Without the images, repeat every line of the listing exactly.

++++

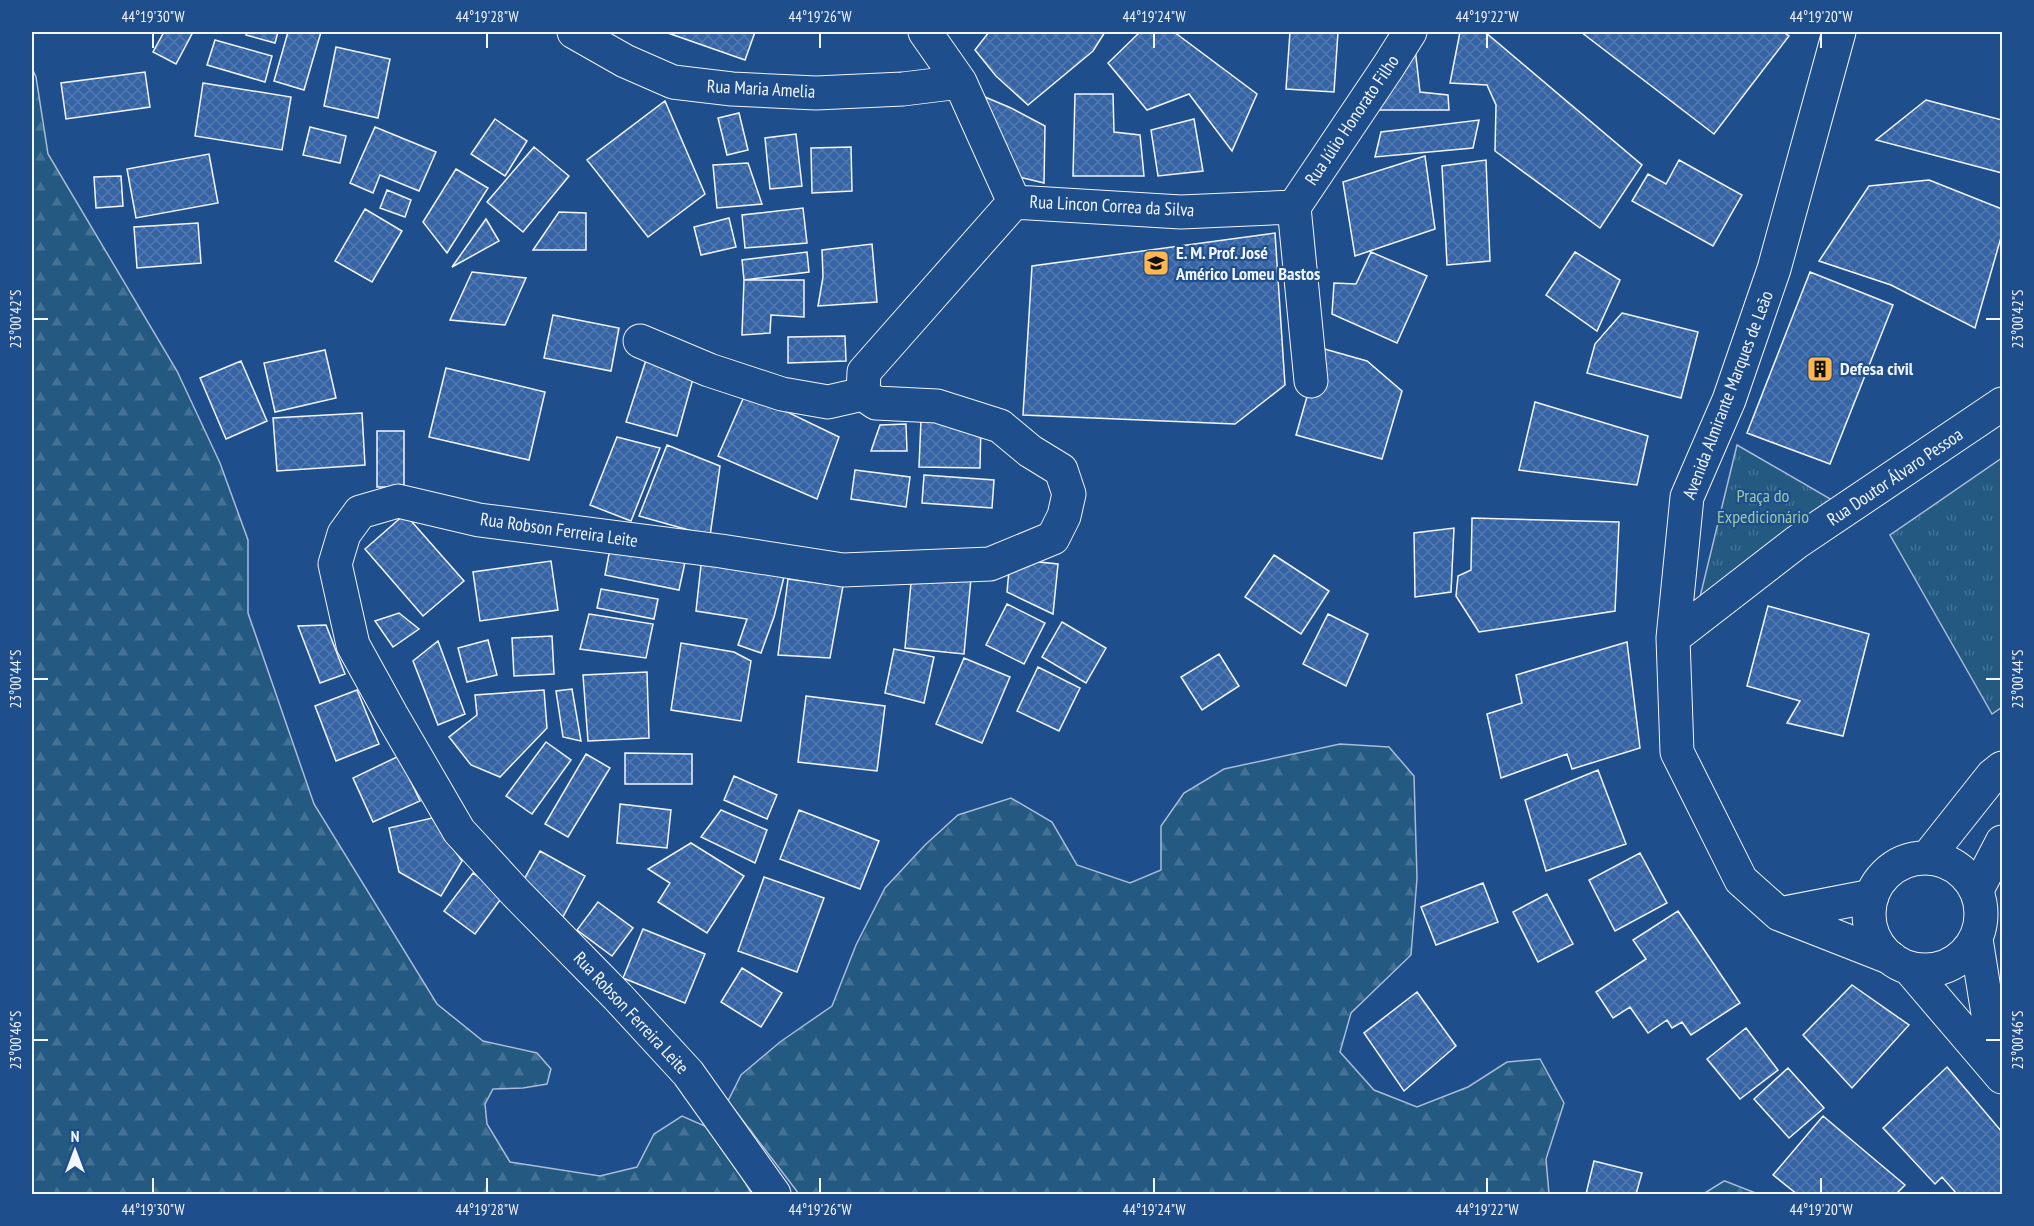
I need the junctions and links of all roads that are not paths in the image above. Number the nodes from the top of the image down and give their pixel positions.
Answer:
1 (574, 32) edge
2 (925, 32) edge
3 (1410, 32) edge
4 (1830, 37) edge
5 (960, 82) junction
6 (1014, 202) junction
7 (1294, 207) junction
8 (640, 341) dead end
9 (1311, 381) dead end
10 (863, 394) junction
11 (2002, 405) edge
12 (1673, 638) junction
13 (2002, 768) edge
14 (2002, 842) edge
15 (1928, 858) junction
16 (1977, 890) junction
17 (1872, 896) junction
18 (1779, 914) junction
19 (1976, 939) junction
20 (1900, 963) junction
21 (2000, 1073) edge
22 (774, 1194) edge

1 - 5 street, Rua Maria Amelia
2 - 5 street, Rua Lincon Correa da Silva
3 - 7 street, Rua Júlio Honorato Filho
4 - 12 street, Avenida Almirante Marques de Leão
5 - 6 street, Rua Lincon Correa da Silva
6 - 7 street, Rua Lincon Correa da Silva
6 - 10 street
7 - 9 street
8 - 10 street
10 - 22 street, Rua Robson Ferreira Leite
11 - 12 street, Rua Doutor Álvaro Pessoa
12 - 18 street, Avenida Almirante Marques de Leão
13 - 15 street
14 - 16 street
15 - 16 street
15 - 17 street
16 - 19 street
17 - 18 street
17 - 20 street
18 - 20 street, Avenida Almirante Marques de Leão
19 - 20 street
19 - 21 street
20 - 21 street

++++

→ WRITTEN RESPONSE
I need the junctions and links of all roads that are not paths in the image above. Number the nodes from the top of the image down and give their pixel positions.
Answer:
1 (574, 32) edge
2 (925, 32) edge
3 (1410, 32) edge
4 (1830, 37) edge
5 (960, 82) junction
6 (1014, 202) junction
7 (1294, 207) junction
8 (640, 341) dead end
9 (1311, 381) dead end
10 (863, 394) junction
11 (2002, 405) edge
12 (1673, 638) junction
13 (2002, 768) edge
14 (2002, 842) edge
15 (1928, 858) junction
16 (1977, 890) junction
17 (1872, 896) junction
18 (1779, 914) junction
19 (1976, 939) junction
20 (1900, 963) junction
21 (2000, 1073) edge
22 (774, 1194) edge

1 - 5 street, Rua Maria Amelia
2 - 5 street, Rua Lincon Correa da Silva
3 - 7 street, Rua Júlio Honorato Filho
4 - 12 street, Avenida Almirante Marques de Leão
5 - 6 street, Rua Lincon Correa da Silva
6 - 7 street, Rua Lincon Correa da Silva
6 - 10 street
7 - 9 street
8 - 10 street
10 - 22 street, Rua Robson Ferreira Leite
11 - 12 street, Rua Doutor Álvaro Pessoa
12 - 18 street, Avenida Almirante Marques de Leão
13 - 15 street
14 - 16 street
15 - 16 street
15 - 17 street
16 - 19 street
17 - 18 street
17 - 20 street
18 - 20 street, Avenida Almirante Marques de Leão
19 - 20 street
19 - 21 street
20 - 21 street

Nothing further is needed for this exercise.